**What the task asks:** For the material below, count each line where the string "roads" appears, then return the total alone.
Segment Start: Provided material
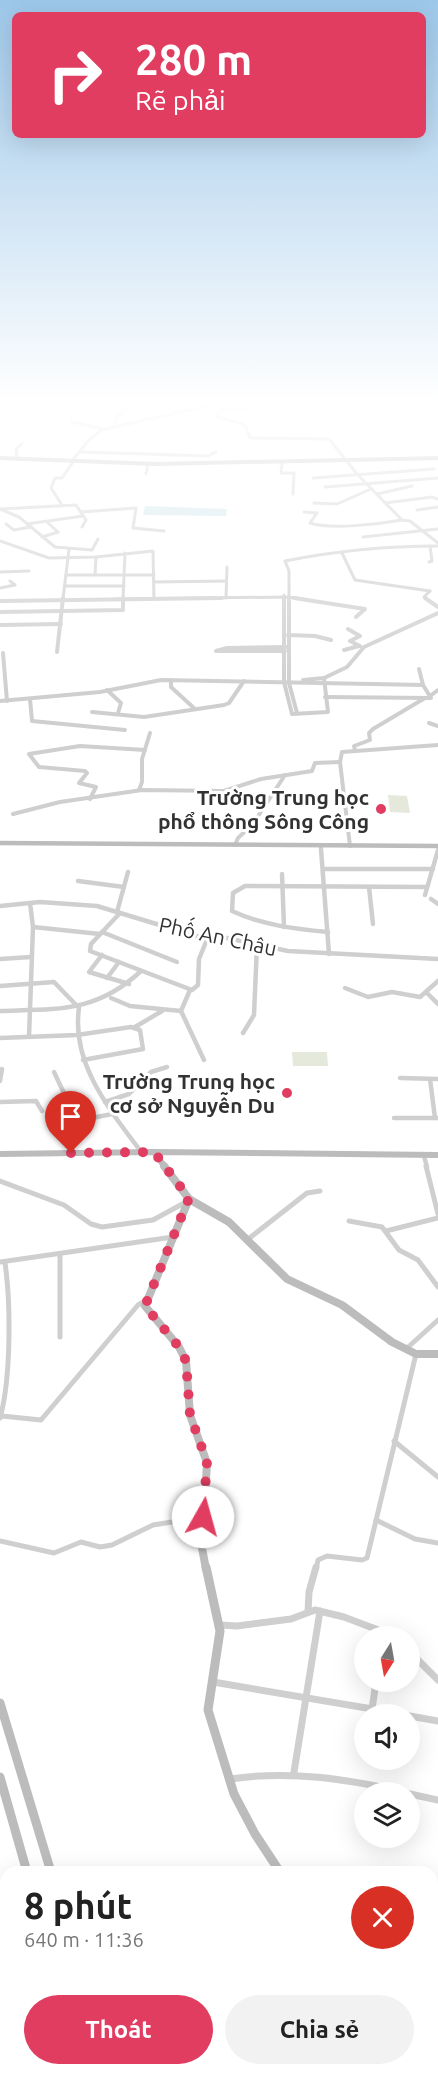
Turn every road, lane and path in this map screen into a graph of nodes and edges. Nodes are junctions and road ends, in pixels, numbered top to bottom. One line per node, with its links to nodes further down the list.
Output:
1 (57, 498): 7 (street)
2 (351, 498): 5 (street)
3 (380, 498): 6 (street)
4 (425, 498): 6 (street)
5 (314, 503)
6 (385, 503): 13 (street)
7 (62, 505): 9 (street); 12 (street)
8 (438, 507): 10 (street)
9 (0, 509): 16 (street)
10 (417, 510)
11 (304, 512): 13 (street)
12 (82, 514): 14 (street); 17 (street); 19 (street)
13 (402, 520): 20 (street)
14 (47, 522): 16 (street); 21 (street)
15 (6, 524): 16 (street)
16 (29, 526): 21 (street)
17 (82, 527)
18 (438, 529): 20 (street)
19 (164, 531)
20 (424, 532): 22 (street); 25 (street)
21 (42, 537): 27 (street)
22 (363, 537)
23 (98, 539): 27 (street)
24 (0, 541): 31 (street)
25 (438, 544): 26 (street)
26 (430, 546): 29 (street); 32 (street)
27 (69, 549): 31 (street)
28 (125, 553): 30 (street); 38 (street); 39 (street)
29 (342, 553): 46 (street); 52 (street)
30 (96, 557): 31 (street); 37 (street)
31 (68, 558): 36 (street)
32 (429, 562)
33 (227, 567): 41 (street)
34 (29, 571): 35 (street)
35 (0, 572)
36 (66, 575): 37 (street); 43 (street)
37 (95, 575): 38 (street)
38 (124, 575): 39 (street); 44 (street)
39 (154, 575): 42 (street)
40 (10, 581): 45 (street)
41 (226, 581): 42 (street); 47 (street)
42 (154, 582): 49 (street)
43 (65, 586): 44 (street); 50 (street)
44 (124, 586): 48 (street)
45 (0, 588)
46 (286, 596): 47 (street); 56 (street); 60 (street); 63 (street)
47 (226, 597): 49 (street)
48 (124, 598): 49 (street); 50 (street); 53 (street)
49 (154, 598)
50 (64, 599): 51 (street); 53 (street)
51 (0, 600)
52 (438, 607)
53 (62, 611): 54 (street); 58 (street)
54 (0, 612)
55 (438, 613): 62 (street)
56 (356, 617)
57 (0, 624): 58 (street)
58 (61, 624): 65 (street)
59 (348, 629): 62 (street)
60 (288, 635): 61 (street); 63 (street)
61 (331, 639)
62 (362, 646): 64 (street); 70 (street)
63 (286, 649): 63 (street); 71 (street)
64 (344, 650)
65 (57, 652)
66 (3, 653): 82 (street)
67 (419, 669): 73 (street)
68 (171, 680): 69 (street); 74 (street); 83 (street)
69 (244, 681): 71 (street); 83 (street)
70 (324, 681): 71 (street); 72 (street); 77 (street)
71 (286, 682): 77 (street)
72 (376, 684): 73 (street); 78 (street)
73 (423, 685): 76 (street)
74 (107, 690): 80 (street); 85 (street)
75 (438, 690): 76 (street)
76 (430, 696): 79 (street)
77 (325, 697): 78 (street)
78 (378, 698): 79 (street)
79 (425, 698): 92 (street)
80 (30, 699): 82 (street); 88 (street)
81 (0, 701): 82 (street)
82 (7, 701)
83 (195, 709): 85 (street)
84 (92, 712): 85 (street)
85 (118, 713)
86 (429, 723): 87 (street)
87 (438, 726)
88 (125, 730)
89 (150, 733): 91 (street)
90 (438, 745): 92 (street)
91 (145, 750): 95 (street); 96 (street)
92 (355, 750): 93 (street)
93 (340, 762): 94 (street); 101 (street)
94 (285, 776): 95 (street); 99 (street)
95 (139, 790): 96 (street)
96 (90, 799): 97 (street)
97 (13, 814)
98 (0, 843): 99 (street)
99 (236, 845): 100 (street)
100 (321, 846): 101 (street); 103 (street)
101 (350, 846): 102 (street)
102 (438, 848): 104 (street)
103 (323, 869): 104 (street); 110 (street)
104 (433, 869): 112 (street)
105 (128, 872): 108 (street)
106 (282, 874): 109 (street)
107 (78, 881): 108 (street)
108 (124, 886): 118 (street)
109 (282, 886): 110 (street); 121 (street); 121 (street)
110 (324, 886): 111 (street); 122 (street)
111 (369, 887): 112 (street); 119 (street)
112 (428, 887): 113 (street)
113 (425, 895)
114 (431, 899): 116 (street)
115 (30, 903): 117 (street, Phố An Châu); 118 (street, Phố An Châu); 120 (street)
116 (438, 904)
117 (0, 906)
118 (119, 912): 123 (street); 124 (street, Phố An Châu)
119 (373, 924)
120 (33, 927): 123 (street); 128 (street)
121 (284, 927): 122 (street)
122 (328, 932): 126 (street)
123 (101, 933): 127 (street); 132 (street)
124 (208, 937): 125 (street, Phố An Châu); 140 (street)
125 (257, 945): 126 (street, Phố An Châu); 150 (street)
126 (329, 954): 130 (street, Phố An Châu)
127 (102, 955): 131 (street); 134 (street)
128 (31, 957): 129 (street); 136 (street)
129 (0, 958)
130 (438, 959)
131 (119, 962): 133 (street); 134 (street)
132 (177, 962)
133 (141, 971): 137 (street); 140 (street)
134 (107, 978): 137 (street)
135 (438, 981): 141 (street)
136 (31, 984): 138 (street); 144 (street); 145 (street)
137 (129, 984): 142 (street)
138 (0, 986)
139 (345, 988): 141 (street)
140 (190, 990): 148 (street)
141 (426, 992): 143 (street)
142 (111, 998): 144 (street); 147 (street)
143 (438, 1004)
144 (79, 1008): 145 (street); 151 (street)
145 (30, 1009): 146 (street); 152 (street)
146 (0, 1011)
147 (162, 1011): 148 (street); 149 (street)
148 (181, 1011): 155 (street)
149 (135, 1027): 151 (street); 154 (street)
150 (243, 1033)
151 (77, 1035): 152 (street); 154 (street)
152 (29, 1037): 153 (street)
153 (0, 1038)
154 (83, 1060): 164 (street)
155 (204, 1060)
156 (167, 1067): 164 (street)
157 (2, 1070): 162 (street)
158 (54, 1072): 166 (street)
159 (400, 1078): 160 (street)
160 (430, 1079): 161 (street); 168 (street)
161 (438, 1079)
162 (0, 1081)
163 (0, 1102): 165 (street)
164 (105, 1102): 166 (street)
165 (42, 1111)
166 (112, 1114): 170 (street)
167 (394, 1118): 168 (street)
168 (437, 1118)
169 (154, 1152): 170 (street); 173 (street); 176 (street)
170 (142, 1153): 171 (street)
171 (0, 1154)
172 (438, 1155): 173 (street)
173 (424, 1156): 177 (street)
174 (0, 1181): 176 (street)
175 (320, 1191): 181 (street)
176 (189, 1200): 180 (street); 181 (street)
177 (438, 1216): 179 (street)
178 (349, 1221): 179 (street)
179 (386, 1231): 184 (street)
180 (173, 1237): 182 (street); 185 (street)
181 (247, 1240): 188 (street)
182 (60, 1254): 183 (street); 187 (street)
183 (3, 1263): 191 (street)
184 (438, 1287)
185 (145, 1301): 191 (street); 194 (street)
186 (438, 1320): 188 (street)
187 (60, 1337)
188 (406, 1349): 189 (street)
189 (416, 1354): 190 (street); 192 (street)
190 (438, 1354)
191 (1, 1417)
192 (394, 1441): 193 (street); 195 (street)
193 (438, 1477)
194 (203, 1517): 196 (street); 200 (street)
195 (376, 1520): 197 (street); 199 (street)
196 (0, 1541)
197 (438, 1543)
198 (320, 1611): 199 (street); 201 (street); 205 (street)
199 (308, 1612): 200 (street)
200 (220, 1625): 204 (street)
201 (363, 1626)
202 (420, 1662): 203 (street)
203 (438, 1680)
204 (212, 1682): 205 (street); 212 (street)
205 (306, 1698): 207 (street); 210 (street)
206 (0, 1702): 217 (street)
207 (354, 1706)
208 (420, 1718): 209 (street)
209 (438, 1721)
210 (294, 1772): 212 (street); 213 (street)
211 (0, 1777): 216 (street)
212 (230, 1779): 218 (street)
213 (354, 1783)
214 (420, 1796): 215 (street)
215 (438, 1800)
216 (25, 1866)
217 (49, 1866)
218 (276, 1866)

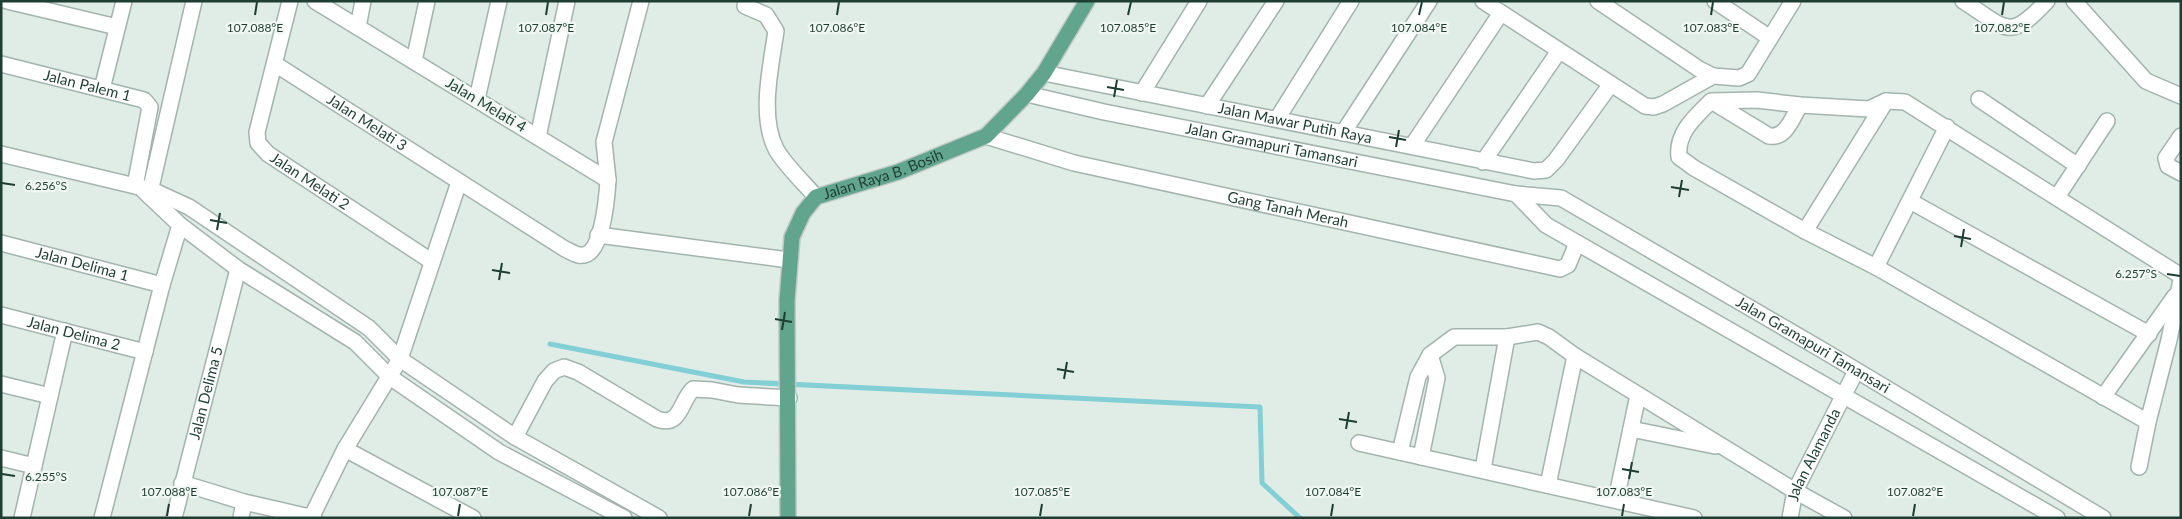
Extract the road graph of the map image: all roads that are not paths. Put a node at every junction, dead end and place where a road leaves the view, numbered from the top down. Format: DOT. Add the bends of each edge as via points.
graph roads {
  1 [pos="7,1"];
  2 [pos="124,1"];
  3 [pos="194,1"];
  4 [pos="290,1"];
  5 [pos="315,1"];
  6 [pos="363,1"];
  7 [pos="427,1"];
  8 [pos="499,1"];
  9 [pos="567,1"];
  10 [pos="641,1"];
  11 [pos="1087,1"];
  12 [pos="1199,1"];
  13 [pos="1276,1"];
  14 [pos="1351,1"];
  15 [pos="1429,1"];
  16 [pos="1598,1"];
  17 [pos="1715,1"];
  18 [pos="1793,1"];
  19 [pos="1963,1"];
  20 [pos="2047,1"];
  21 [pos="2074,1"];
  22 [pos="1492,5"];
  23 [pos="745,6"];
  24 [pos="358,26"];
  25 [pos="117,27"];
  26 [pos="1770,38"];
  27 [pos="1559,50"];
  28 [pos="414,61"];
  29 [pos="1,64"];
  30 [pos="275,64"];
  31 [pos="1044,73"];
  32 [pos="1713,76"];
  33 [pos="1611,84"];
  34 [pos="102,89"];
  35 [pos="1142,93"];
  36 [pos="1027,94"];
  37 [pos="2181,96"];
  38 [pos="476,99"];
  39 [pos="1979,99"];
  40 [pos="1886,100"];
  41 [pos="1711,102"];
  42 [pos="1207,106"];
  43 [pos="1800,106"];
  44 [pos="1278,119"];
  45 [pos="2107,121"];
  46 [pos="1947,127"];
  47 [pos="1343,133"];
  48 [pos="986,136"];
  49 [pos="2181,136"];
  50 [pos="538,137"];
  51 [pos="1412,146"];
  52 [pos="1,154"];
  53 [pos="1483,162"];
  54 [pos="2078,166"];
  55 [pos="2181,173"];
  56 [pos="608,180"];
  57 [pos="459,182"];
  58 [pos="144,190"];
  59 [pos="1516,194"];
  60 [pos="816,197"];
  61 [pos="2057,197"];
  62 [pos="1910,201"];
  63 [pos="180,225"];
  64 [pos="1805,231"];
  65 [pos="598,235"];
  66 [pos="1,243"];
  67 [pos="1577,243"];
  68 [pos="789,260"];
  69 [pos="431,261"];
  70 [pos="1876,267"];
  71 [pos="238,269"];
  72 [pos="2180,283"];
  73 [pos="162,285"];
  74 [pos="1,315"];
  75 [pos="65,331"];
  76 [pos="2150,334"];
  77 [pos="1507,337"];
  78 [pos="145,352"];
  79 [pos="1430,355"];
  80 [pos="1575,356"];
  81 [pos="400,359"];
  82 [pos="1856,371"];
  83 [pos="390,377"];
  84 [pos="1,384"];
  85 [pos="1638,395"];
  86 [pos="1843,395"];
  87 [pos="50,396"];
  88 [pos="789,396"];
  89 [pos="2103,397"];
  90 [pos="2148,422"];
  91 [pos="1631,430"];
  92 [pos="515,437"];
  93 [pos="1359,443"];
  94 [pos="345,449"];
  95 [pos="1727,449"];
  96 [pos="1400,452"];
  97 [pos="1421,457"];
  98 [pos="1,458"];
  99 [pos="34,466"];
  100 [pos="2139,467"];
  101 [pos="1483,469"];
  102 [pos="182,483"];
  103 [pos="1548,485"];
  104 [pos="1795,491"];
  105 [pos="1616,500"];
  106 [pos="244,502"];
  107 [pos="312,517"];
  108 [pos="22,518"];
  109 [pos="102,518"];
  110 [pos="174,518"];
  111 [pos="241,518"];
  112 [pos="473,518"];
  113 [pos="624,518"];
  114 [pos="659,518"];
  115 [pos="788,518"];
  116 [pos="1694,518"];
  117 [pos="1790,518"];
  118 [pos="1844,518"];
  119 [pos="2057,518"];
  120 [pos="2103,518"];
  1 -- 25 [label="street"];
  2 -- 25 [label="street"];
  3 -- 58 [label="street"];
  4 -- 30 [label="street"];
  5 -- 24 [label="street, Jalan Melati 4"];
  6 -- 24 [label="street"];
  7 -- 28 [label="street"];
  8 -- 38 [label="street"];
  9 -- 50 [label="street"];
  10 -- 56 [label="street" via="604,142"];
  11 -- 31 [label="main road, Jalan Raya B. Bosih"];
  12 -- 35 [label="street"];
  13 -- 42 [label="street"];
  14 -- 44 [label="street"];
  15 -- 47 [label="street"];
  16 -- 32 [label="street"];
  17 -- 26 [label="street"];
  18 -- 26 [label="street"];
  19 -- 20 [label="street" via="2007,28 2018,27 2029,20"];
  21 -- 37 [label="street" via="2146,81"];
  22 -- 27 [label="street"];
  22 -- 51 [label="street"];
  23 -- 60 [label="street" via="766,15 776,31 768,82 768,126 776,150"];
  24 -- 28 [label="street, Jalan Melati 4"];
  25 -- 34 [label="street"];
  26 -- 32 [label="street" via="1748,74 1738,78"];
  27 -- 33 [label="street"];
  27 -- 53 [label="street"];
  28 -- 38 [label="street, Jalan Melati 4"];
  29 -- 34 [label="street, Jalan Palem 1"];
  30 -- 57 [label="street, Jalan Melati 3"];
  30 -- 69 [label="street, Jalan Melati 2" via="257,132 258,143 268,154"];
  31 -- 35 [label="street, Jalan Mawar Putih Raya"];
  31 -- 36 [label="main road, Jalan Raya B. Bosih"];
  32 -- 33 [label="street" via="1654,107 1645,106"];
  33 -- 53 [label="street, Jalan Mawar Putih Raya" via="1546,170 1534,171"];
  34 -- 58 [label="street, Jalan Palem 1" via="144,100 150,107"];
  35 -- 42 [label="street, Jalan Mawar Putih Raya"];
  36 -- 48 [label="main road, Jalan Raya B. Bosih"];
  36 -- 59 [label="street, Jalan Gramapuri Tamansari"];
  38 -- 50 [label="street, Jalan Melati 4"];
  39 -- 54 [label="street"];
  40 -- 43 [label="street" via="1869,109"];
  40 -- 46 [label="street" via="1905,102"];
  40 -- 64 [label="street"];
  41 -- 43 [label="street" via="1757,100"];
  41 -- 43 [label="street" via="1776,137 1782,135"];
  41 -- 64 [label="street" via="1681,136 1679,157"];
  42 -- 44 [label="street, Jalan Mawar Putih Raya"];
  44 -- 47 [label="street, Jalan Mawar Putih Raya"];
  45 -- 54 [label="street"];
  46 -- 61 [label="street"];
  46 -- 62 [label="street"];
  47 -- 51 [label="street, Jalan Mawar Putih Raya"];
  48 -- 60 [label="main road, Jalan Raya B. Bosih" via="898,172"];
  48 -- 67 [label="street, Gang Tanah Merah" via="1074,163 1560,269 1568,265"];
  49 -- 55 [label="street" via="2166,158 2168,166"];
  50 -- 56 [label="street, Jalan Melati 4"];
  51 -- 53 [label="street, Jalan Mawar Putih Raya"];
  52 -- 58 [label="street"];
  54 -- 61 [label="street"];
  56 -- 65 [label="street" via="607,203"];
  57 -- 65 [label="street, Jalan Melati 3" via="578,256 587,254 595,246"];
  57 -- 69 [label="street"];
  58 -- 63 [label="street"];
  58 -- 81 [label="street" via="189,207 369,328"];
  59 -- 67 [label="street, Jalan Gramapuri Tamansari" via="1538,219"];
  59 -- 82 [label="street, Jalan Gramapuri Tamansari" via="1561,198"];
  60 -- 68 [label="main road, Jalan Raya B. Bosih" via="803,213 792,237"];
  61 -- 72 [label="street"];
  62 -- 70 [label="street"];
  62 -- 76 [label="street"];
  63 -- 71 [label="street"];
  63 -- 73 [label="street"];
  64 -- 70 [label="street"];
  65 -- 68 [label="street"];
  66 -- 73 [label="street, Jalan Delima 1"];
  67 -- 86 [label="street, Jalan Gramapuri Tamansari"];
  68 -- 88 [label="main road, Jalan Raya B. Bosih" via="786,323"];
  69 -- 81 [label="street"];
  70 -- 89 [label="street"];
  71 -- 83 [label="street" via="355,342"];
  71 -- 102 [label="street, Jalan Delima 5"];
  72 -- 76 [label="street"];
  72 -- 90 [label="street"];
  73 -- 78 [label="street"];
  74 -- 75 [label="street, Jalan Delima 2"];
  75 -- 78 [label="street, Jalan Delima 2"];
  75 -- 87 [label="street"];
  76 -- 89 [label="street"];
  77 -- 79 [label="street" via="1454,337"];
  77 -- 80 [label="street" via="1538,332"];
  77 -- 101 [label="street"];
  78 -- 109 [label="street"];
  79 -- 96 [label="street" via="1418,377"];
  79 -- 97 [label="street" via="1437,378"];
  80 -- 85 [label="street"];
  80 -- 103 [label="street"];
  81 -- 83 [label="street"];
  81 -- 92 [label="street"];
  82 -- 86 [label="street, Jalan Alamanda"];
  82 -- 120 [label="street, Jalan Gramapuri Tamansari"];
  83 -- 94 [label="street"];
  83 -- 113 [label="street" via="499,452"];
  84 -- 87 [label="street"];
  85 -- 91 [label="street"];
  85 -- 95 [label="street"];
  86 -- 104 [label="street, Jalan Alamanda"];
  86 -- 119 [label="street, Jalan Gramapuri Tamansari"];
  87 -- 99 [label="street"];
  88 -- 92 [label="street" via="738,395 693,389 677,415 666,422 657,420 578,372 564,367 554,371 545,381"];
  88 -- 115 [label="main road, Jalan Raya B. Bosih"];
  89 -- 90 [label="street"];
  90 -- 100 [label="street"];
  91 -- 95 [label="street"];
  91 -- 105 [label="street"];
  92 -- 114 [label="street"];
  93 -- 96 [label="street"];
  94 -- 107 [label="street"];
  94 -- 112 [label="street"];
  95 -- 104 [label="street"];
  96 -- 97 [label="street"];
  97 -- 101 [label="street"];
  98 -- 99 [label="street"];
  99 -- 108 [label="street"];
  101 -- 103 [label="street"];
  102 -- 106 [label="street"];
  102 -- 110 [label="street, Jalan Delima 5"];
  103 -- 105 [label="street"];
  104 -- 117 [label="street, Jalan Alamanda"];
  104 -- 118 [label="street"];
  105 -- 116 [label="street"];
  106 -- 107 [label="street"];
  106 -- 111 [label="street"];
}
Segment End: Provided material
**Answer for the task:** 2